On s’empressa de le bannir. L’Histoire ne put reprendre ses droits.

J.-M. LE-SIDANER

Un épisode peu connu de la vie du philosophe stoïcien Sénèque

Quand Sénèque était en exil en Corse et qu’il se languissait dans la tour qui domine la vallée de Luri, il descendait parfois au hameau de Sorbu pour courtiser une jeune fille qu’il avait repérée alors qu’elle lavait du linge dans le torrent. Hélas, on a beau être un stoïcien rassis, on n’en est pas moins homme. Les yeux noirs de la belle l’avait ensorcelé. Mais un beau jour, le père de la demoiselle l’a surpris, l’a saisi de son bras noueux et l’a fouetté d’importance avec une poignée d’orties qui poussaient là. Depuis, dans la vallée, on les appelle « herbes à Sénèque ». Il paraît que le philosophe n’est plus redescendu de la tour jusqu’au jour où on l’a rappelé à Rome…

Ensemble, insultons l’Empereur

Ogrillon de Corse, croisé de prince, de prêtre et de Grec, d’histrion, de ribaud et de bourreau, sorte de métis de Bonaparte et de Macaire, de Machiavel et de Mandrin, de marquis de Sade et de Torquemada, Napoléon de nuit, Napoléon coupe-bourse ! Ni paix ni trêve avec cet homme… Il est honteux de vieillir sous lui. Esclave qui le laisse régner.

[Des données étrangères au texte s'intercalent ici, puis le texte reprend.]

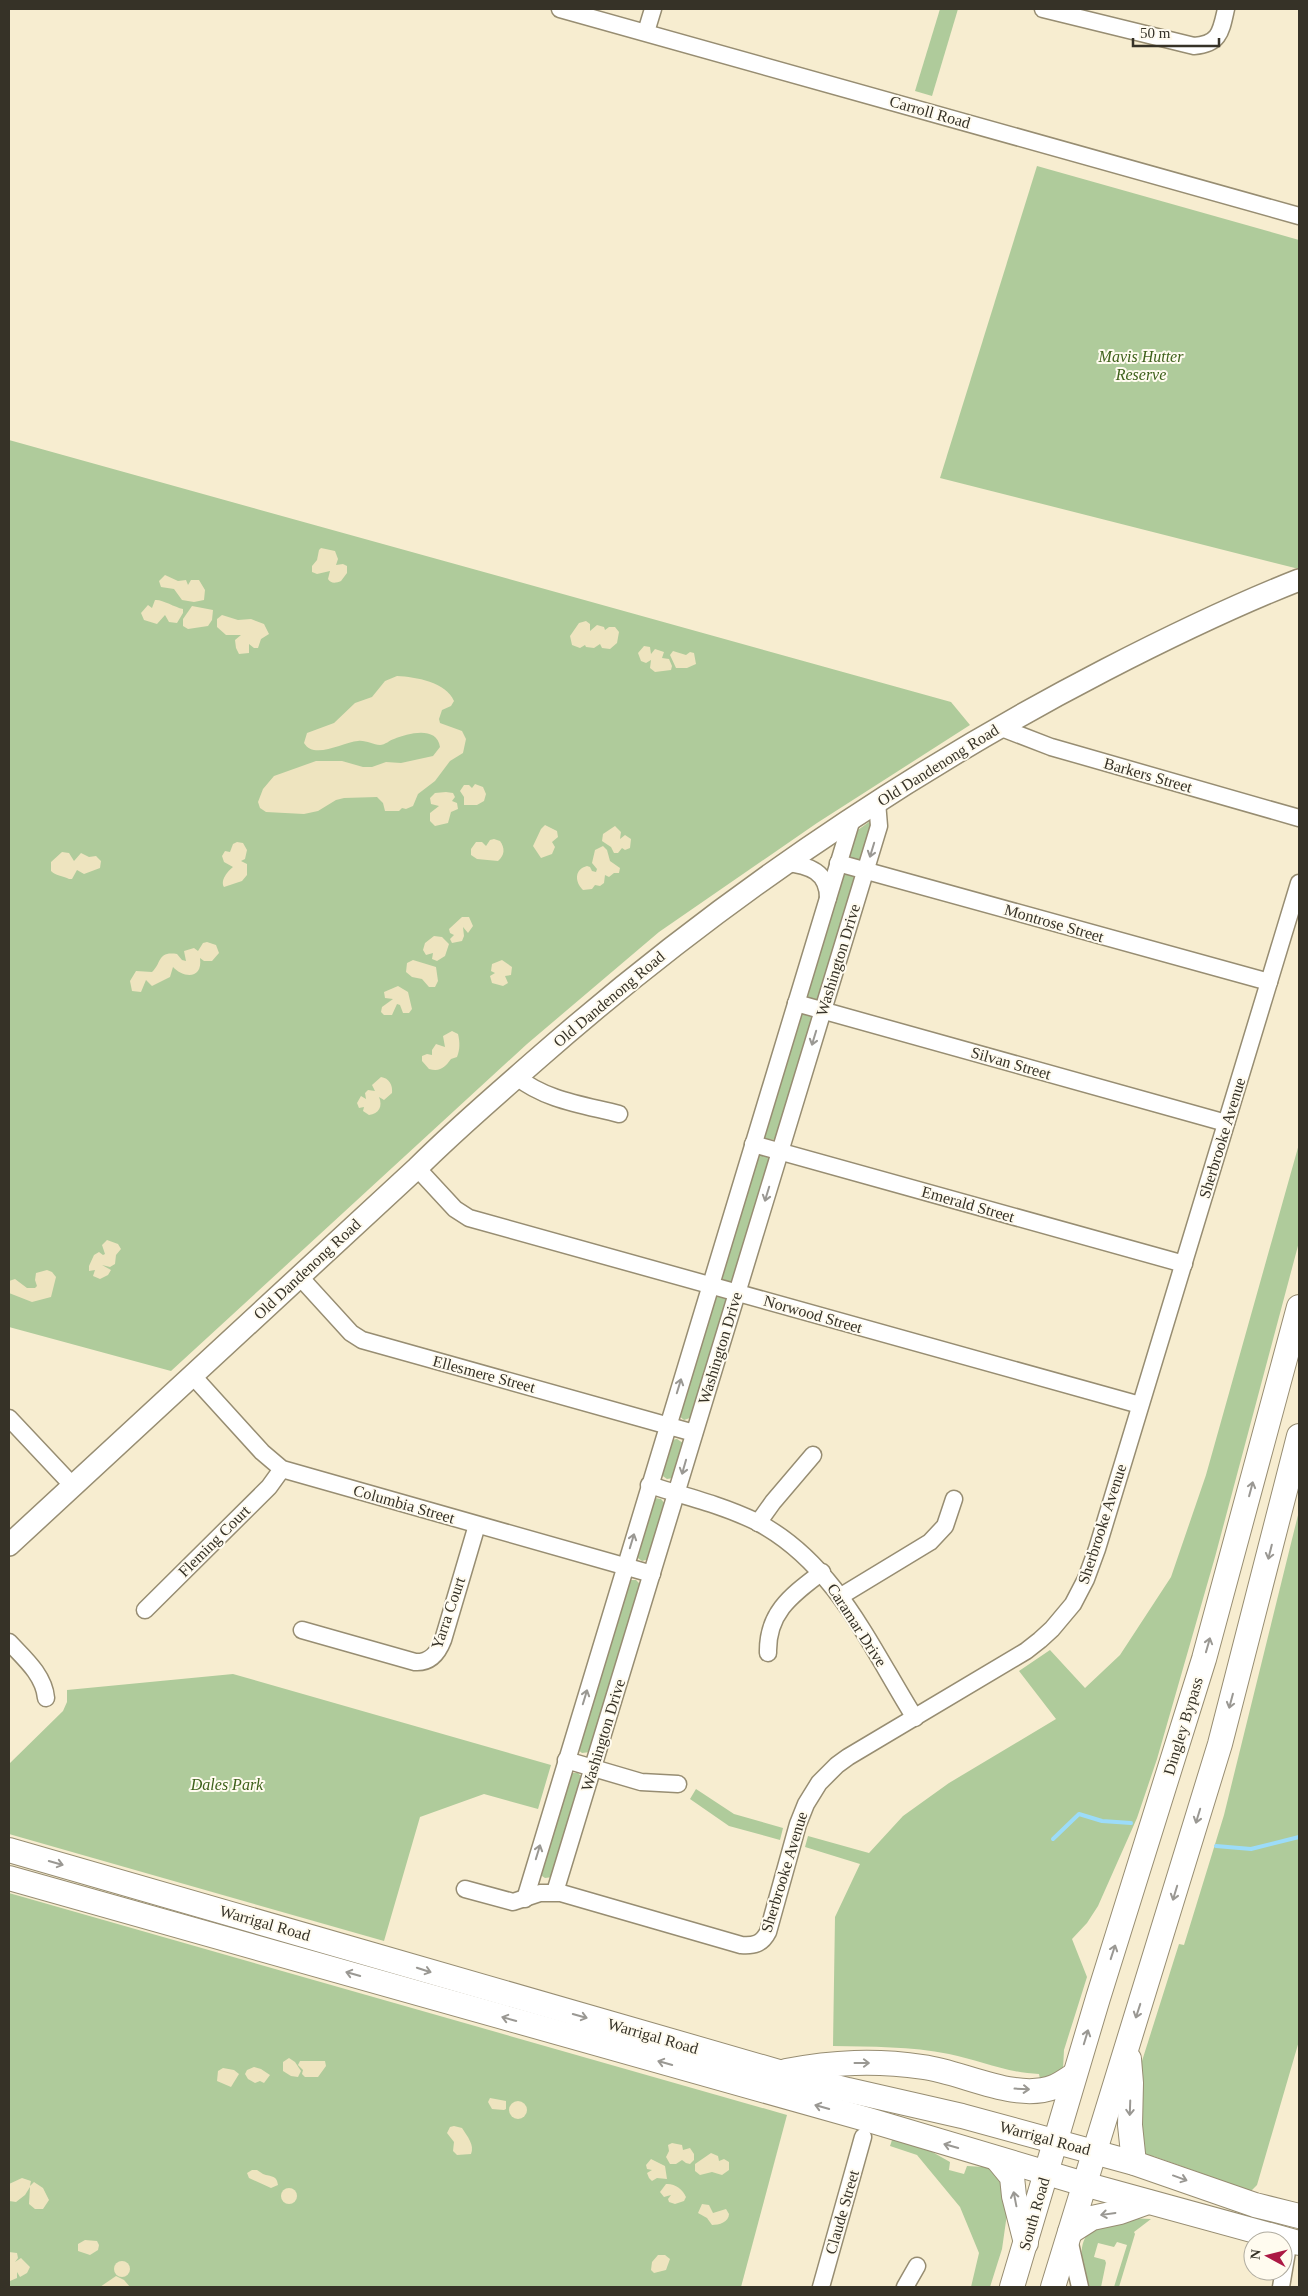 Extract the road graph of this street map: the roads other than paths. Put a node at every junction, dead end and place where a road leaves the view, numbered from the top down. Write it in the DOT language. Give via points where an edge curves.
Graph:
graph roads {
  1 [pos="560,9"];
  2 [pos="653,9"];
  3 [pos="1043,9"];
  4 [pos="1226,9"];
  5 [pos="646,32"];
  6 [pos="1299,216"];
  7 [pos="1299,580"];
  8 [pos="999,727"];
  9 [pos="877,802"];
  10 [pos="1299,818"];
  11 [pos="852,819"];
  12 [pos="786,863"];
  13 [pos="838,863"];
  14 [pos="866,870"];
  15 [pos="1299,883"];
  16 [pos="828,898"];
  17 [pos="1269,982"];
  18 [pos="796,1003"];
  19 [pos="822,1011"];
  20 [pos="517,1077"];
  21 [pos="619,1114"];
  22 [pos="1226,1123"];
  23 [pos="753,1144"];
  24 [pos="780,1152"];
  25 [pos="417,1168"];
  26 [pos="1184,1264"];
  27 [pos="299,1276"];
  28 [pos="710,1285"];
  29 [pos="737,1293"];
  30 [pos="1299,1307"];
  31 [pos="192,1375"];
  32 [pos="1140,1405"];
  33 [pos="9,1418"];
  34 [pos="667,1425"];
  35 [pos="694,1433"];
  36 [pos="1299,1436"];
  37 [pos="813,1454"];
  38 [pos="282,1469"];
  39 [pos="649,1485"];
  40 [pos="73,1486"];
  41 [pos="676,1493"];
  42 [pos="954,1500"];
  43 [pos="758,1523"];
  44 [pos="477,1525"];
  45 [pos="9,1545"];
  46 [pos="624,1566"];
  47 [pos="822,1572"];
  48 [pos="652,1574"];
  49 [pos="841,1596"];
  50 [pos="145,1610"];
  51 [pos="302,1630"];
  52 [pos="9,1642"];
  53 [pos="768,1653"];
  54 [pos="46,1698"];
  55 [pos="915,1718"];
  56 [pos="566,1760"];
  57 [pos="593,1768"];
  58 [pos="678,1784"];
  59 [pos="9,1850"];
  60 [pos="9,1878"];
  61 [pos="464,1889"];
  62 [pos="551,1892"];
  63 [pos="525,1899"];
  64 [pos="1128,2042"];
  65 [pos="779,2072"];
  66 [pos="1074,2076"];
  67 [pos="863,2137"];
  68 [pos="1055,2141"];
  69 [pos="1094,2152"];
  70 [pos="998,2160"];
  71 [pos="1134,2162"];
  72 [pos="1046,2173"];
  73 [pos="1084,2184"];
  74 [pos="1148,2202"];
  75 [pos="1299,2216"];
  76 [pos="1069,2234"];
  77 [pos="1294,2241"];
  78 [pos="1026,2243"];
  79 [pos="917,2266"];
  80 [pos="821,2287"];
  81 [pos="905,2287"];
  82 [pos="1012,2287"];
  83 [pos="1053,2287"];
  84 [pos="1080,2287"];
  85 [pos="1281,2287"];
  1 -- 5 [label="street, Carroll Road"];
  2 -- 5 [label="street"];
  3 -- 4 [label="street" via="1194,46 1209,43 1218,36"];
  5 -- 6 [label="street, Carroll Road"];
  7 -- 8 [label="main road, Old Dandenong Road" via="1154,645"];
  8 -- 9 [label="main road, Old Dandenong Road"];
  8 -- 10 [label="street, Barkers Street" via="1059,750"];
  9 -- 11 [label="main road, Old Dandenong Road"];
  9 -- 14 [label="street, Washington Drive, one-way" via="879,826"];
  11 -- 12 [label="main road, Old Dandenong Road"];
  11 -- 13 [label="street, Washington Drive"];
  12 -- 16 [label="street" via="817,871 826,883"];
  12 -- 20 [label="main road, Old Dandenong Road" via="673,945"];
  13 -- 14 [label="street, Montrose Street"];
  13 -- 16 [label="street, Washington Drive"];
  14 -- 17 [label="street, Montrose Street"];
  14 -- 19 [label="street, Washington Drive"];
  15 -- 17 [label="street, Sherbrooke Avenue"];
  16 -- 18 [label="street, Washington Drive"];
  17 -- 22 [label="street, Sherbrooke Avenue"];
  18 -- 19 [label="street, Silvan Street"];
  18 -- 23 [label="street, Washington Drive"];
  19 -- 22 [label="street, Silvan Street"];
  19 -- 24 [label="street, Washington Drive, one-way"];
  20 -- 21 [label="street" via="543,1093"];
  20 -- 25 [label="main road, Old Dandenong Road"];
  22 -- 26 [label="street, Sherbrooke Avenue"];
  23 -- 24 [label="street, Emerald Street"];
  23 -- 28 [label="street, Washington Drive"];
  24 -- 26 [label="street, Emerald Street"];
  24 -- 29 [label="street, Washington Drive, one-way"];
  25 -- 27 [label="main road, Old Dandenong Road"];
  25 -- 28 [label="street, Norwood Street" via="463,1215"];
  26 -- 32 [label="street, Sherbrooke Avenue"];
  27 -- 31 [label="main road, Old Dandenong Road"];
  27 -- 34 [label="street, Ellesmere Street" via="362,1340"];
  28 -- 29 [label="street, Norwood Street"];
  34 -- 28 [label="street, Washington Drive, one-way"];
  29 -- 32 [label="street, Norwood Street"];
  29 -- 35 [label="street, Washington Drive"];
  66 -- 30 [label="highway, Dingley Bypass, one-way" via="1204,1659"];
  31 -- 38 [label="street, Columbia Street" via="266,1457"];
  31 -- 40 [label="main road, Old Dandenong Road"];
  32 -- 55 [label="street, Sherbrooke Avenue" via="1092,1565 1073,1604 1026,1652"];
  33 -- 40 [label="street"];
  34 -- 35 [label="street, Ellesmere Street"];
  34 -- 39 [label="street, Washington Drive"];
  35 -- 41 [label="street, Washington Drive, one-way"];
  36 -- 64 [label="highway, one-way" via="1220,1744"];
  37 -- 43 [label="street"];
  38 -- 44 [label="street, Columbia Street"];
  38 -- 50 [label="street, Fleming Court" via="269,1487"];
  39 -- 41 [label="street, Caramar Drive"];
  46 -- 39 [label="street, Washington Drive, one-way"];
  40 -- 45 [label="main road, Old Dandenong Road"];
  41 -- 43 [label="street, Caramar Drive"];
  41 -- 48 [label="street, Washington Drive"];
  42 -- 49 [label="street" via="945,1526 934,1539"];
  43 -- 47 [label="street, Caramar Drive" via="794,1547"];
  44 -- 46 [label="street, Columbia Street"];
  44 -- 51 [label="street, Yarra Court" via="443,1640 431,1658 415,1662"];
  46 -- 48 [label="street, Columbia Street"];
  56 -- 46 [label="street, Washington Drive, one-way"];
  47 -- 49 [label="street, Caramar Drive"];
  47 -- 53 [label="street" via="795,1593 778,1612 768,1634"];
  48 -- 57 [label="street, Washington Drive"];
  49 -- 55 [label="street, Caramar Drive"];
  52 -- 54 [label="street" via="38,1676"];
  55 -- 62 [label="street, Sherbrooke Avenue" via="837,1765 811,1795 798,1824 768,1932 760,1943 741,1945"];
  56 -- 57 [label="street"];
  63 -- 56 [label="street, Washington Drive, one-way"];
  57 -- 58 [label="street" via="651,1784"];
  57 -- 62 [label="street, Washington Drive"];
  59 -- 65 [label="highway, Warrigal Road, one-way"];
  70 -- 60 [label="highway, Warrigal Road, one-way" via="869,2120"];
  61 -- 63 [label="street" via="510,1902"];
  62 -- 63 [label="street"];
  64 -- 69 [label="highway"];
  64 -- 71 [label="highway, one-way"];
  65 -- 66 [label="highway, one-way" via="829,2063 887,2063 930,2068 1019,2090 1053,2088"];
  65 -- 68 [label="highway, Warrigal Road" via="938,2109"];
  66 -- 68 [label="highway, Dingley Bypass"];
  67 -- 80 [label="street, Claude Street"];
  68 -- 69 [label="highway, Warrigal Road"];
  68 -- 72 [label="highway, South Road"];
  69 -- 71 [label="highway, Warrigal Road"];
  69 -- 73 [label="highway"];
  70 -- 72 [label="highway, Warrigal Road"];
  78 -- 70 [label="highway, one-way" via="1012,2177"];
  71 -- 75 [label="highway, Warrigal Road, one-way" via="1256,2205"];
  72 -- 73 [label="highway, Warrigal Road"];
  72 -- 78 [label="highway, South Road"];
  73 -- 74 [label="highway, Warrigal Road"];
  73 -- 76 [label="highway"];
  74 -- 76 [label="highway, one-way" via="1092,2218"];
  74 -- 77 [label="highway, Warrigal Road"];
  76 -- 83 [label="highway"];
  76 -- 84 [label="street"];
  77 -- 85 [label="street"];
  78 -- 82 [label="highway, South Road"];
  79 -- 81 [label="street"];
}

La Commune révolutionnaire de Londres (Pyat, Boichot et Caussidière)

P.-S. Il me semble que le Grec, dans l’argot du temps, est un tricheur.

Encore une élucubration de mon ami Paul Lepic

L’espace sépare. L’espace sépare, n’est-ce pas. Mais sans espace, n’est-ce pas, nous ne nous rencontrerions pas… Nous serions les mêmes ou pas ? Ou alors pour toujours hors d’atteinte l’un de l’autre ?
(L’espace, le vrai, le vaste, est au singulier ; au pluriel, il rétrécit. De même, la prairie. Dans la prairie on galope, on se fait adopter par des Pawnees ou par des Crees. Tornades et incendies nettoient régulièrement l’étendue. Mais dans les prairies, on broute de l’herbe.) Papa, l’espace sépare ou pas ? Papa, à l’aide ! L’espace, je m’éparpille dans l’espace. Je m’éparpille, je me sépare de moi-même dans l’espace, ou pas ? C’est le diable qui sépare n’est-ce pas ?
Paul Lepic, « apologues au galop » dans Œuvres inconnues et inédites.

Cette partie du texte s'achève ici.